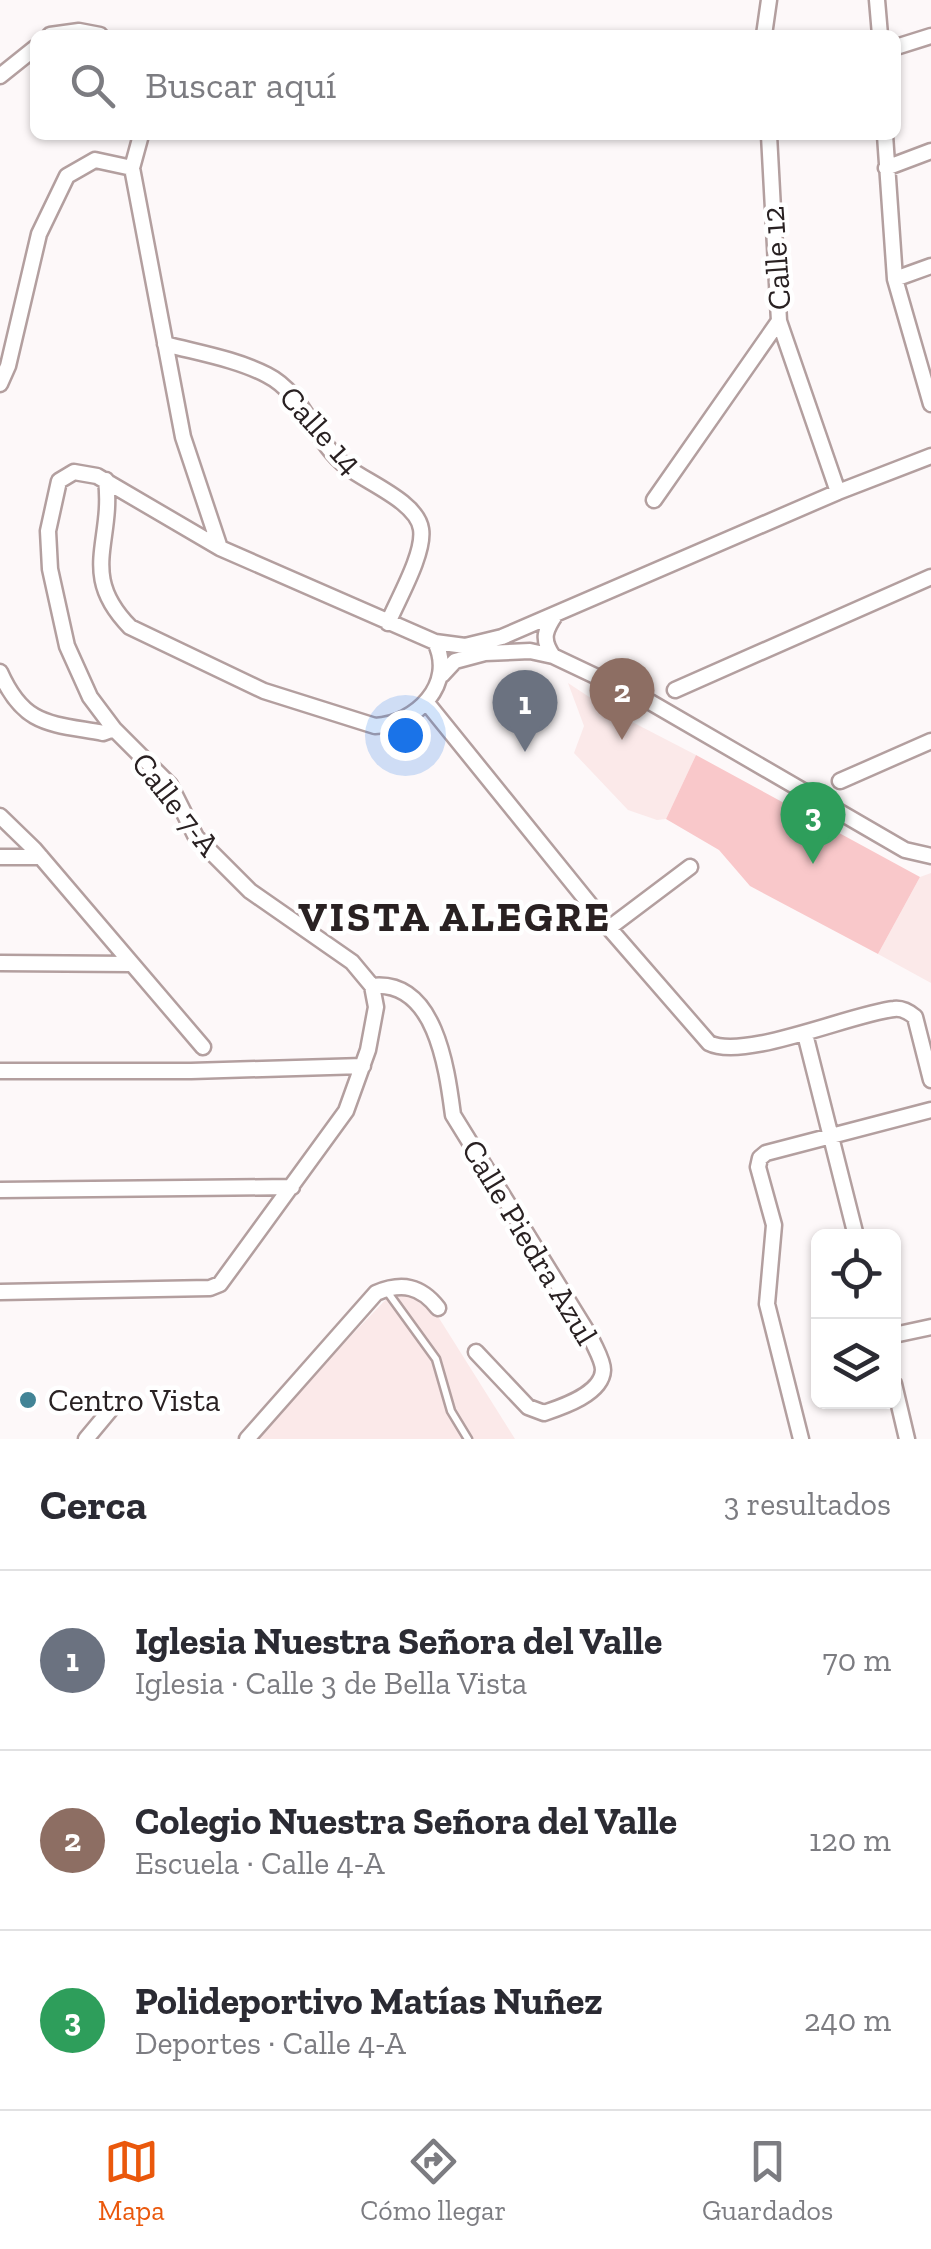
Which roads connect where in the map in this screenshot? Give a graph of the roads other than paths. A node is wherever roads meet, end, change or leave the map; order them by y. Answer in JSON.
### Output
{"nodes":[{"id":1,"x":769,"y":0,"type":"edge"},
{"id":2,"x":877,"y":0,"type":"edge"},
{"id":3,"x":764,"y":30,"type":"edge"},
{"id":4,"x":880,"y":30,"type":"edge"},
{"id":5,"x":931,"y":36,"type":"edge"},
{"id":6,"x":901,"y":45,"type":"edge"},
{"id":7,"x":30,"y":52,"type":"edge"},
{"id":8,"x":0,"y":76,"type":"edge"},
{"id":9,"x":140,"y":140,"type":"edge"},
{"id":10,"x":768,"y":140,"type":"edge"},
{"id":11,"x":885,"y":140,"type":"edge"},
{"id":12,"x":931,"y":151,"type":"edge"},
{"id":13,"x":132,"y":168,"type":"junction"},
{"id":14,"x":886,"y":168,"type":"junction"},
{"id":15,"x":931,"y":266,"type":"edge"},
{"id":16,"x":895,"y":279,"type":"junction"},
{"id":17,"x":779,"y":321,"type":"junction"},
{"id":18,"x":164,"y":344,"type":"junction"},
{"id":19,"x":0,"y":384,"type":"edge"},
{"id":20,"x":928,"y":384,"type":"edge"},
{"id":21,"x":931,"y":404,"type":"edge"},
{"id":22,"x":931,"y":456,"type":"edge"},
{"id":23,"x":106,"y":480,"type":"junction"},
{"id":24,"x":838,"y":492,"type":"junction"},
{"id":25,"x":654,"y":500,"type":"dead end"},
{"id":26,"x":220,"y":548,"type":"junction"},
{"id":27,"x":931,"y":577,"type":"edge"},
{"id":28,"x":556,"y":614,"type":"junction"},
{"id":29,"x":388,"y":623,"type":"junction"},
{"id":30,"x":435,"y":642,"type":"junction"},
{"id":31,"x":553,"y":656,"type":"junction"},
{"id":32,"x":0,"y":672,"type":"edge"},
{"id":33,"x":442,"y":675,"type":"junction"},
{"id":34,"x":675,"y":690,"type":"dead end"},
{"id":35,"x":427,"y":702,"type":"junction"},
{"id":36,"x":114,"y":729,"type":"junction"},
{"id":37,"x":931,"y":741,"type":"edge"},
{"id":38,"x":840,"y":781,"type":"dead end"},
{"id":39,"x":0,"y":816,"type":"edge"},
{"id":40,"x":931,"y":856,"type":"edge"},
{"id":41,"x":0,"y":857,"type":"edge"},
{"id":42,"x":40,"y":857,"type":"junction"},
{"id":43,"x":690,"y":868,"type":"dead end"},
{"id":44,"x":609,"y":928,"type":"junction"},
{"id":45,"x":0,"y":963,"type":"edge"},
{"id":46,"x":131,"y":964,"type":"junction"},
{"id":47,"x":372,"y":986,"type":"junction"},
{"id":48,"x":805,"y":1034,"type":"junction"},
{"id":49,"x":203,"y":1047,"type":"dead end"},
{"id":50,"x":362,"y":1070,"type":"junction"},
{"id":51,"x":0,"y":1074,"type":"edge"},
{"id":52,"x":931,"y":1080,"type":"edge"},
{"id":53,"x":931,"y":1110,"type":"edge"},
{"id":54,"x":830,"y":1138,"type":"junction"},
{"id":55,"x":292,"y":1186,"type":"junction"},
{"id":56,"x":0,"y":1190,"type":"edge"},
{"id":57,"x":854,"y":1229,"type":"edge"},
{"id":58,"x":385,"y":1290,"type":"junction"},
{"id":59,"x":0,"y":1292,"type":"edge"},
{"id":60,"x":438,"y":1308,"type":"dead end"},
{"id":61,"x":931,"y":1326,"type":"edge"},
{"id":62,"x":901,"y":1333,"type":"edge"},
{"id":63,"x":476,"y":1352,"type":"dead end"},
{"id":64,"x":116,"y":1403,"type":"dead end"},
{"id":65,"x":899,"y":1409,"type":"edge"},
{"id":66,"x":86,"y":1439,"type":"edge"},
{"id":67,"x":247,"y":1439,"type":"edge"},
{"id":68,"x":468,"y":1439,"type":"edge"},
{"id":69,"x":801,"y":1439,"type":"edge"},
{"id":70,"x":906,"y":1439,"type":"edge"}],
"edges":[{"from":1,"to":3,"type":"street"},
{"from":2,"to":4,"type":"street"},
{"from":5,"to":6,"type":"street"},
{"from":7,"to":8,"type":"street"},
{"from":9,"to":13,"type":"street"},
{"from":10,"to":17,"type":"street","name":"Calle 12"},
{"from":11,"to":14,"type":"street"},
{"from":12,"to":14,"type":"street"},
{"from":13,"to":18,"type":"street"},
{"from":13,"to":19,"type":"street"},
{"from":14,"to":16,"type":"street"},
{"from":15,"to":16,"type":"street"},
{"from":16,"to":20,"type":"street"},
{"from":17,"to":24,"type":"street","name":"Calle 12"},
{"from":17,"to":25,"type":"street"},
{"from":18,"to":26,"type":"street"},
{"from":18,"to":29,"type":"street","name":"Calle 14"},
{"from":20,"to":21,"type":"street"},
{"from":22,"to":24,"type":"street"},
{"from":23,"to":26,"type":"street"},
{"from":23,"to":35,"type":"street"},
{"from":23,"to":36,"type":"street","name":"Calle 7-A"},
{"from":24,"to":28,"type":"street"},
{"from":26,"to":29,"type":"street"},
{"from":27,"to":34,"type":"street"},
{"from":28,"to":30,"type":"street"},
{"from":28,"to":31,"type":"street"},
{"from":29,"to":30,"type":"street"},
{"from":30,"to":33,"type":"street"},
{"from":31,"to":33,"type":"street"},
{"from":31,"to":40,"type":"street"},
{"from":32,"to":36,"type":"street"},
{"from":33,"to":35,"type":"street"},
{"from":35,"to":44,"type":"street"},
{"from":36,"to":47,"type":"street","name":"Calle 7-A"},
{"from":37,"to":38,"type":"street"},
{"from":39,"to":42,"type":"street"},
{"from":41,"to":42,"type":"street"},
{"from":42,"to":46,"type":"street"},
{"from":43,"to":44,"type":"street"},
{"from":44,"to":48,"type":"street"},
{"from":45,"to":46,"type":"street"},
{"from":46,"to":49,"type":"street"},
{"from":47,"to":50,"type":"street"},
{"from":47,"to":63,"type":"street","name":"Calle Piedra Azul"},
{"from":48,"to":52,"type":"street"},
{"from":48,"to":54,"type":"street"},
{"from":50,"to":51,"type":"street"},
{"from":50,"to":55,"type":"street"},
{"from":53,"to":54,"type":"street"},
{"from":54,"to":57,"type":"street"},
{"from":54,"to":69,"type":"street"},
{"from":55,"to":56,"type":"street"},
{"from":55,"to":59,"type":"street"},
{"from":58,"to":60,"type":"street"},
{"from":58,"to":67,"type":"street"},
{"from":58,"to":68,"type":"lane"},
{"from":61,"to":62,"type":"street"},
{"from":64,"to":66,"type":"street"},
{"from":65,"to":70,"type":"street"}]}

__Problem requirements__.
Please find every line in the records that contains the word "name", and copy it out.

__Task output__.
{"from":10,"to":17,"type":"street","name":"Calle 12"},
{"from":17,"to":24,"type":"street","name":"Calle 12"},
{"from":18,"to":29,"type":"street","name":"Calle 14"},
{"from":23,"to":36,"type":"street","name":"Calle 7-A"},
{"from":36,"to":47,"type":"street","name":"Calle 7-A"},
{"from":47,"to":63,"type":"street","name":"Calle Piedra Azul"},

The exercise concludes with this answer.